WHAT IS REQUIRED – Leaving out the pictures, output each record exactly as it stands.

Start of DATA LISTING

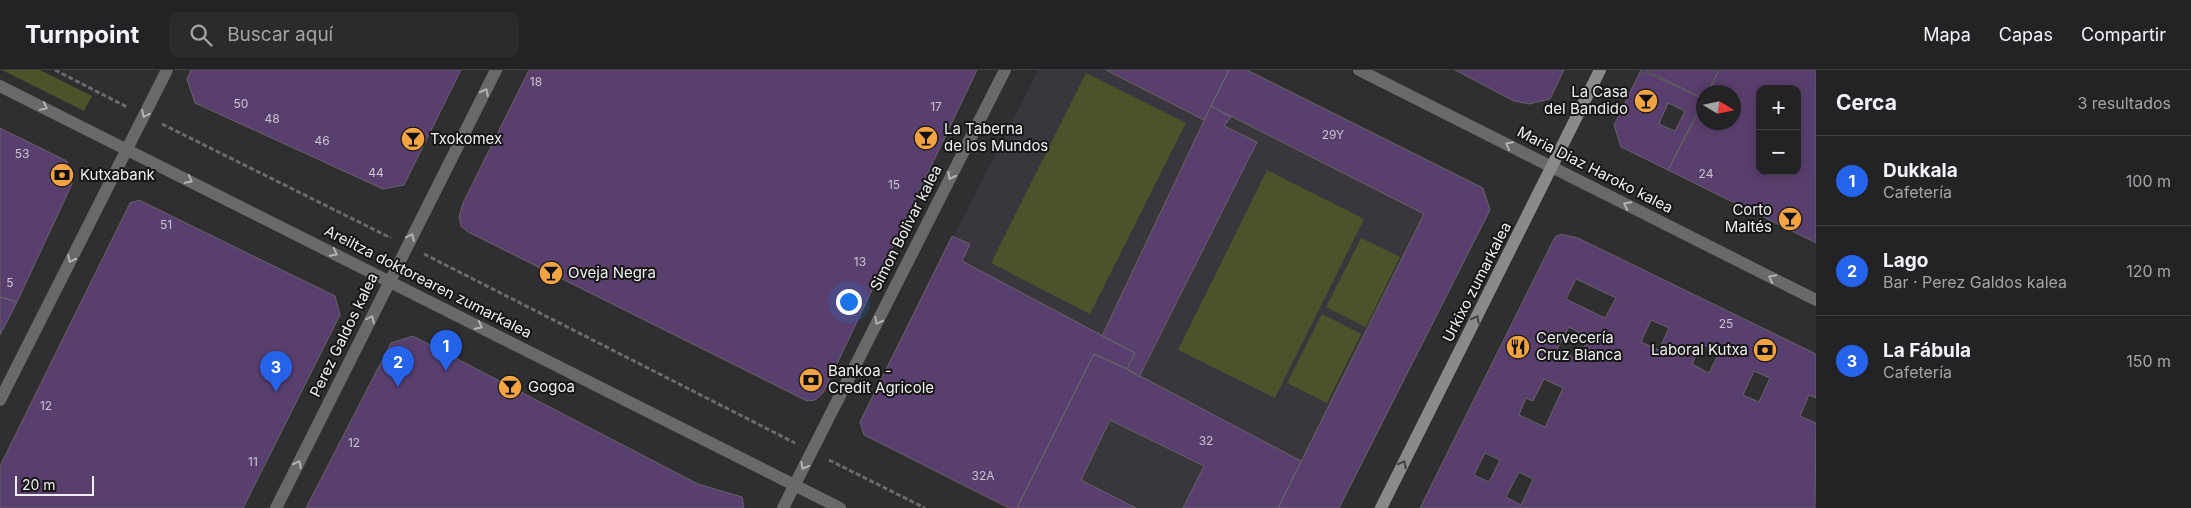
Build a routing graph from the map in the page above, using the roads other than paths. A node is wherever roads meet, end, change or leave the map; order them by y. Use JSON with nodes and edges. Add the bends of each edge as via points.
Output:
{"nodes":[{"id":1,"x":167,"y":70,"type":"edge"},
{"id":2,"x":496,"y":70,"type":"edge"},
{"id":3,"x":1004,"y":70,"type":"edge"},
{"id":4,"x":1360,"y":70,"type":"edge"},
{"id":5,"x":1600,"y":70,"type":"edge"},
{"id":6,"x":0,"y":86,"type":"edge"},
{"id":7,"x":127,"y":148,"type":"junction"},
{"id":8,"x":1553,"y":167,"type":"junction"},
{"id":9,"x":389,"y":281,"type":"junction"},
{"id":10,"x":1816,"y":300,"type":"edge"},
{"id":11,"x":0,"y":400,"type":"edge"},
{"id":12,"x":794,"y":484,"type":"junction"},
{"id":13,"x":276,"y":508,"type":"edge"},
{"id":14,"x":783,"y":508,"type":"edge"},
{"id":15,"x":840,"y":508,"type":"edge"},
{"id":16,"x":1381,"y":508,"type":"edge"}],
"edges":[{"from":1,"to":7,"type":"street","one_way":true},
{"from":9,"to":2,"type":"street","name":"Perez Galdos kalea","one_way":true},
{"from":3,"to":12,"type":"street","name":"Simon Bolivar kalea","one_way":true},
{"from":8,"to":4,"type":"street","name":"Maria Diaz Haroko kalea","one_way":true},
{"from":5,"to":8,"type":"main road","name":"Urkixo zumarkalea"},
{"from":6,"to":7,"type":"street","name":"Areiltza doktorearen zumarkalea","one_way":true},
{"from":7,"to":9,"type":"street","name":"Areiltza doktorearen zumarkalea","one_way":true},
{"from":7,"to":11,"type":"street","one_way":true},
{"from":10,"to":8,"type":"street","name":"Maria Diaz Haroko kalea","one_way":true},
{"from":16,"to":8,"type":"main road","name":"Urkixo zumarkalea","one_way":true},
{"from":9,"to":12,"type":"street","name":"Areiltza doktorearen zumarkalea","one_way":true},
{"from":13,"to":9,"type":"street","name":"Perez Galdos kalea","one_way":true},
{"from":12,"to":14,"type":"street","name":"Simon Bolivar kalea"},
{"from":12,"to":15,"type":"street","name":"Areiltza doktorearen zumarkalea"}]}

End of DATA LISTING

SOLUTION TO THIS EXERCISE –
Build a routing graph from the map in the page above, using the roads other than paths. A node is wherever roads meet, end, change or leave the map; order them by y. Use JSON with nodes and edges. Add the bends of each edge as via points.
Output:
{"nodes":[{"id":1,"x":167,"y":70,"type":"edge"},
{"id":2,"x":496,"y":70,"type":"edge"},
{"id":3,"x":1004,"y":70,"type":"edge"},
{"id":4,"x":1360,"y":70,"type":"edge"},
{"id":5,"x":1600,"y":70,"type":"edge"},
{"id":6,"x":0,"y":86,"type":"edge"},
{"id":7,"x":127,"y":148,"type":"junction"},
{"id":8,"x":1553,"y":167,"type":"junction"},
{"id":9,"x":389,"y":281,"type":"junction"},
{"id":10,"x":1816,"y":300,"type":"edge"},
{"id":11,"x":0,"y":400,"type":"edge"},
{"id":12,"x":794,"y":484,"type":"junction"},
{"id":13,"x":276,"y":508,"type":"edge"},
{"id":14,"x":783,"y":508,"type":"edge"},
{"id":15,"x":840,"y":508,"type":"edge"},
{"id":16,"x":1381,"y":508,"type":"edge"}],
"edges":[{"from":1,"to":7,"type":"street","one_way":true},
{"from":9,"to":2,"type":"street","name":"Perez Galdos kalea","one_way":true},
{"from":3,"to":12,"type":"street","name":"Simon Bolivar kalea","one_way":true},
{"from":8,"to":4,"type":"street","name":"Maria Diaz Haroko kalea","one_way":true},
{"from":5,"to":8,"type":"main road","name":"Urkixo zumarkalea"},
{"from":6,"to":7,"type":"street","name":"Areiltza doktorearen zumarkalea","one_way":true},
{"from":7,"to":9,"type":"street","name":"Areiltza doktorearen zumarkalea","one_way":true},
{"from":7,"to":11,"type":"street","one_way":true},
{"from":10,"to":8,"type":"street","name":"Maria Diaz Haroko kalea","one_way":true},
{"from":16,"to":8,"type":"main road","name":"Urkixo zumarkalea","one_way":true},
{"from":9,"to":12,"type":"street","name":"Areiltza doktorearen zumarkalea","one_way":true},
{"from":13,"to":9,"type":"street","name":"Perez Galdos kalea","one_way":true},
{"from":12,"to":14,"type":"street","name":"Simon Bolivar kalea"},
{"from":12,"to":15,"type":"street","name":"Areiltza doktorearen zumarkalea"}]}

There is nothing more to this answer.